Nigeria has summoned United States Ambassador Terence McCulley over his comment on the Boko Haram insurgency. Minister of Foreign Affairs Ambassador Olugbenga Ashiru, who invited the Ambassador, discussed with him his comment, which the government said it was not comfortable with.
But a government source said despite the interaction, there was no strain in the two countries’ relationship. Speaking in a telephone conference with journalists from four locations in West Africa on Thursday, Ambassador McCulley said: “The Boko Haram phenomenon has not stopped as a result of the operation going on in northern Mali. I do believe that Nigerians feel that there is a link between extremist activity in the Sahel and in their internal extremist insurgency.

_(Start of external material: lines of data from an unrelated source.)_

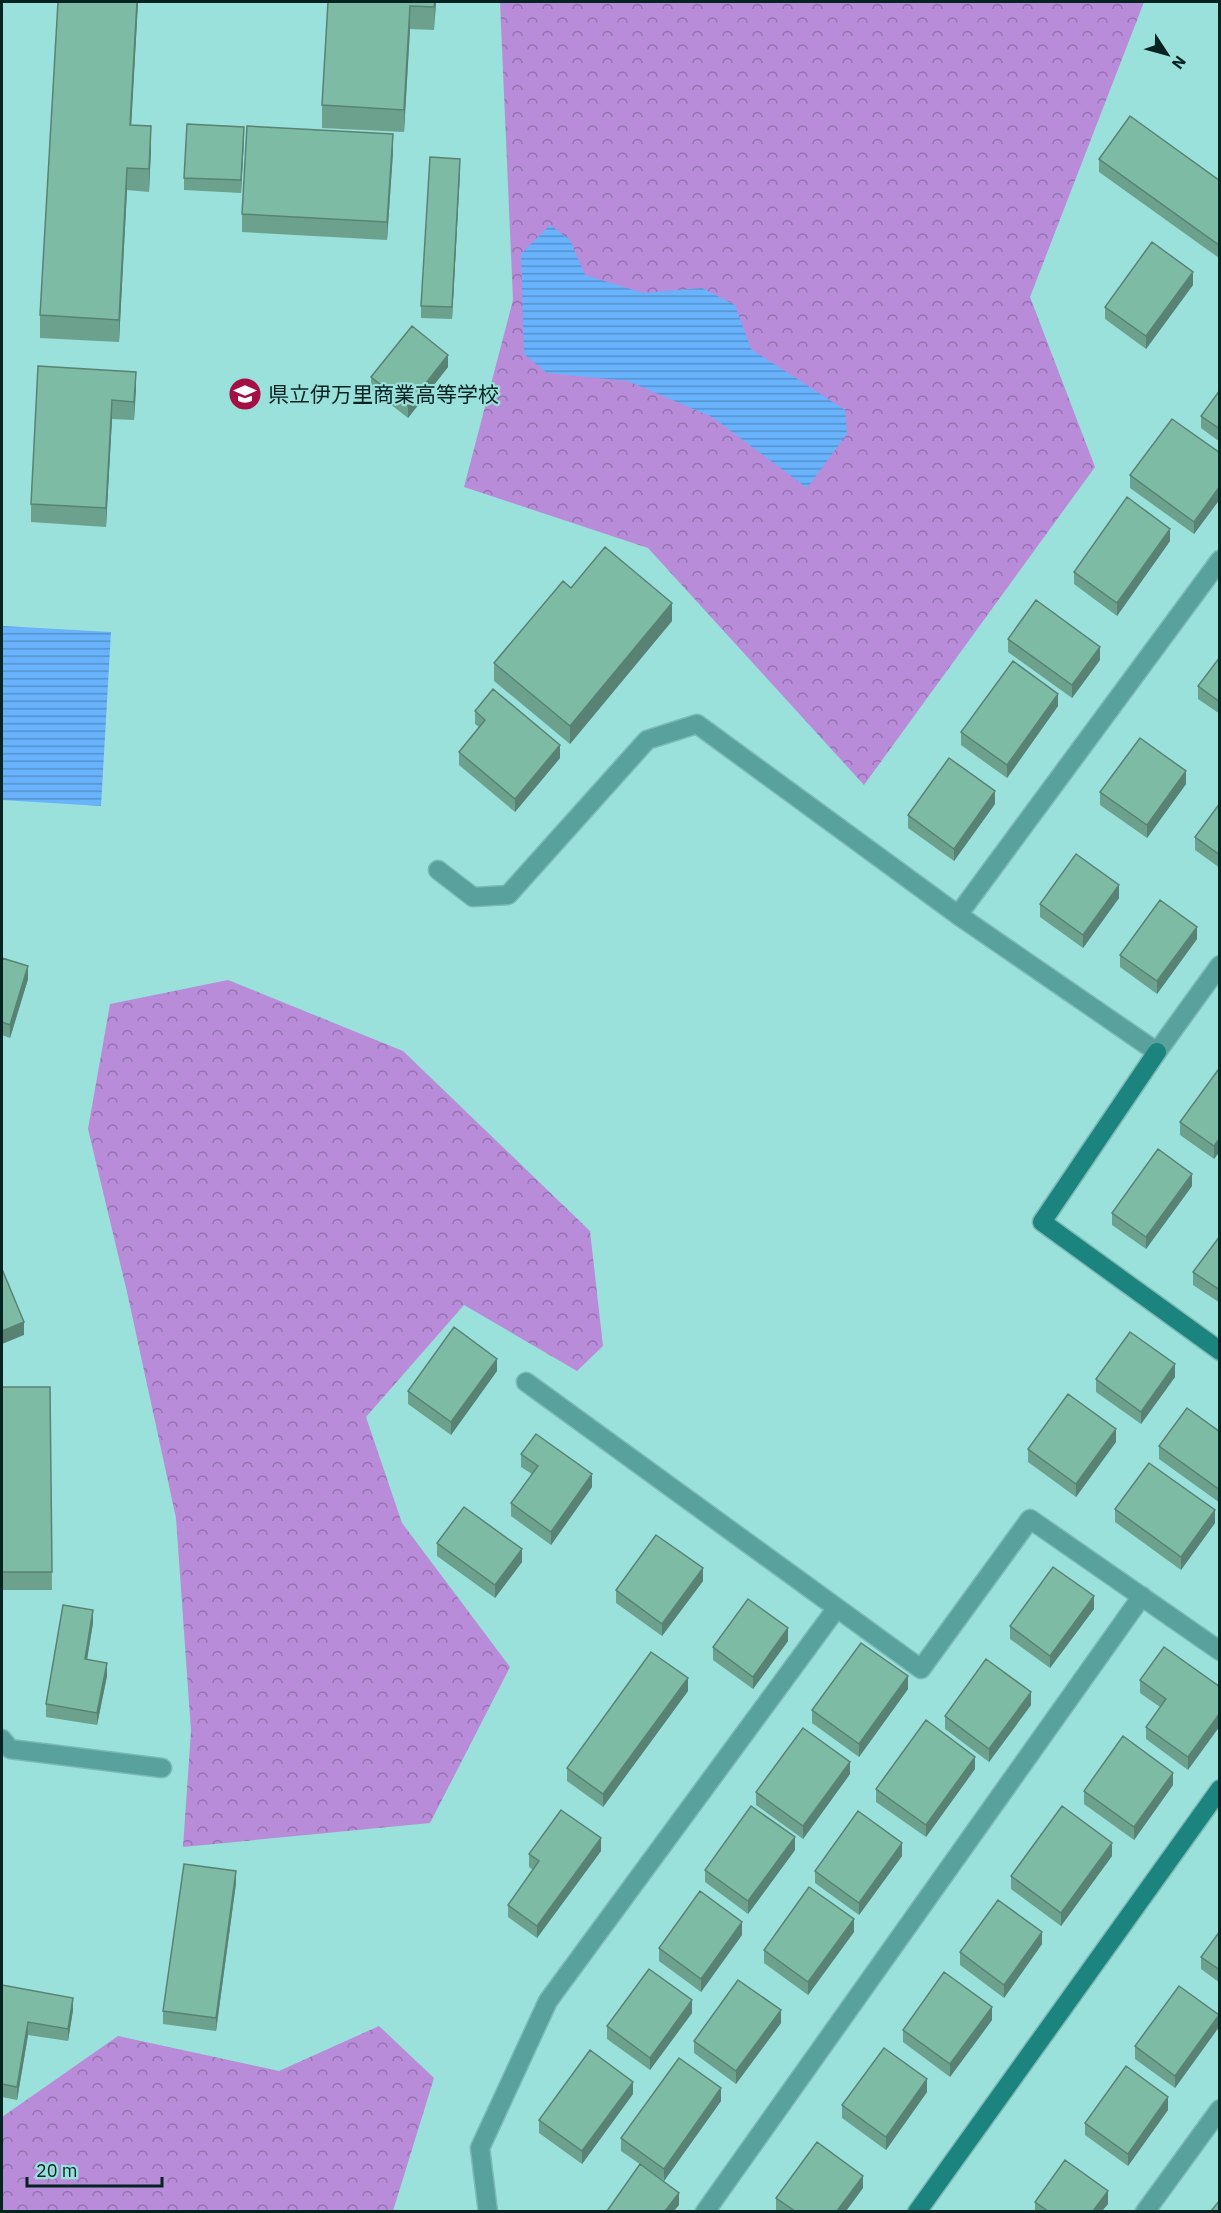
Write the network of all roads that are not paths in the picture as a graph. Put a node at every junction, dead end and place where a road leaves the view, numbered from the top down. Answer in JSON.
{"nodes":[{"id":1,"x":1220,"y":560,"type":"edge"},
{"id":2,"x":438,"y":870,"type":"dead end"},
{"id":3,"x":958,"y":915,"type":"junction"},
{"id":4,"x":1220,"y":965,"type":"edge"},
{"id":5,"x":1157,"y":1052,"type":"junction"},
{"id":6,"x":1220,"y":1351,"type":"edge"},
{"id":7,"x":525,"y":1382,"type":"dead end"},
{"id":8,"x":1143,"y":1596,"type":"junction"},
{"id":9,"x":836,"y":1609,"type":"junction"},
{"id":10,"x":1220,"y":1651,"type":"edge"},
{"id":11,"x":2,"y":1739,"type":"edge"},
{"id":12,"x":162,"y":1768,"type":"dead end"},
{"id":13,"x":1220,"y":1789,"type":"edge"},
{"id":14,"x":1220,"y":2109,"type":"edge"},
{"id":15,"x":488,"y":2211,"type":"edge"},
{"id":16,"x":705,"y":2211,"type":"edge"},
{"id":17,"x":916,"y":2211,"type":"edge"},
{"id":18,"x":1145,"y":2211,"type":"edge"}],
"edges":[{"from":1,"to":3,"type":"street"},
{"from":2,"to":3,"type":"street"},
{"from":3,"to":5,"type":"street"},
{"from":4,"to":5,"type":"street"},
{"from":5,"to":6,"type":"street"},
{"from":7,"to":9,"type":"street"},
{"from":8,"to":9,"type":"street"},
{"from":8,"to":10,"type":"street"},
{"from":8,"to":16,"type":"street"},
{"from":9,"to":15,"type":"street"},
{"from":11,"to":12,"type":"street"},
{"from":13,"to":17,"type":"street"},
{"from":14,"to":18,"type":"street"}]}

“The government of Nigeria clearly needs to address this issue with what we call a multi-pronged approach that focuses generally on the security threat that Boko Haram represents. Also, in addressing economic and social conditions that exist in the North, communicating to northern populations, who have suffered most from the deprivations of these extremist attacks.”
A source in the ministry, who pleaded not to be named because he is not authorised to speak officially, said: “It was shocking to the government for the Ambassador to have faulted our approach to the Boko Haram crisis. Apart from demanding a new approach to Boko Haram, he expressed doubts that the ongoing intervention in Mali might not solve the crisis.
“We felt the Ambassador did not explore appropriate diplomatic channels to air his views on such a volatile matter. “But when the Ambassador came, he told the Minister that he was misquoted. He took time to explain what he meant during a telephonic conference call with journalists.
“So far, I can tell you that the Foreign Affairs Minister and the Ambassador had fruitful interaction. There is no cause for alarm at all in our relationship with the US.”
Asked if it was right to invite the Ambassador, the source asked: “Is it bad to seek clarification on any issue or comment? We need to find out if the US is not on the same page with us on Boko Haram menace. “We are concerned because the US is a member of the UN Security Council which approved the intervention in Mali.” Also on Friday, the Foreign Ministry summoned a top U.S. diplomat over the U.S. Embassy’s Twitter account critical of the unconditional pardon given to former Bayelsa State Governor Diepreye Alamieyeseigha, who was convicted on corruption charges.
Two short tweets were published by the U.S. Embassy in Abuja. The first said the U.S. was “deeply disappointed” over the Alamieyeseigha pardon. The second tweet simply said: “We see this as a setback in the fight against corruption.” The Foreign Ministry issued a statement saying it was urgently calling James P. McAnulty, the U.S. deputy chief of mission, for a meeting. The statement called the U.S. remarks “undue interference and meddlesomeness,” since the president had followed the provision of the Nigerian constitution granting him the power to issue pardons.
“The ministry finally expressed the hope that the embassy of the United States of America would henceforth desist from making unwarranted comments on Nigeria’s internal affairs, which are capable of undermining the friendly relations that exist between them,” the statement said. The search for the bodies of the seven hostages allegedly killed by Jama’atu Ansarul Musilimina Fi Biladis Sudan (a.k. a Ansaru) has not yielded results.
It was also learnt that US drones are not in Nigeria to track down Boko Haram leaders. A Foreign Affairs Ministry source, who spoke with our correspondent, said: “The Federal Government is aware that there are US drones in Niger Republic and not in this country as being insinuated. “We have not entered into any agreement with the US to establish a drone base in this country. “We understand the apprehension of some Nigerians because we share borders with Niger Republic. So if the drones are patrolling towns and villages close to Nigeria, people are bound to be concerned.”
The search for the bodies of the seven hostages killed by Ansaru has not yielded results. Besides Nigerian security agencies, all the foreign missions with nationals among the hostages are carrying out investigations into where they were killed, what has become of their bodies and how to retrieve the remains of the victims. Those purportedly killed were three Lebanese and one each from Britain, Greece, Italy and the Philippines.
They were all employees of SETRACO , a Lebanese construction company. Also, there were indications that the United Nations might float a peacekeeping operation in Mali from July. According to the UN news service, the Assistant Secretary-General for Peacekeeping Operations, Edmond Mulet, gave the hint in Bamako on Saturday after a week-long assessment visit to Mali.
Mulet said: “July could see the transfer of African-led International Support Mission in Mali (AFISMA) to a UN stabilisation mission “Any UN force would be limited and focus on supporting the Malian authorities and protecting civilians. “The sovereignty of Mali is the main objective of this international support,” Mr. Mulet said. “It is not to create a buffer between the north and the south. The members of the Security Council and the member states are very clear on the need for Mali to extend its authority over all its territory,” he added.
The News Service said the 15-member UN Security Council would be required to vote on any UN presence in the country. “That authorization is likely to be up for debate following a report from Secretary-General Ban Ki-moon due on 27 March. Following Security Council approval, it would take approximately another two month to deploy a force to Mali,” the News Service added.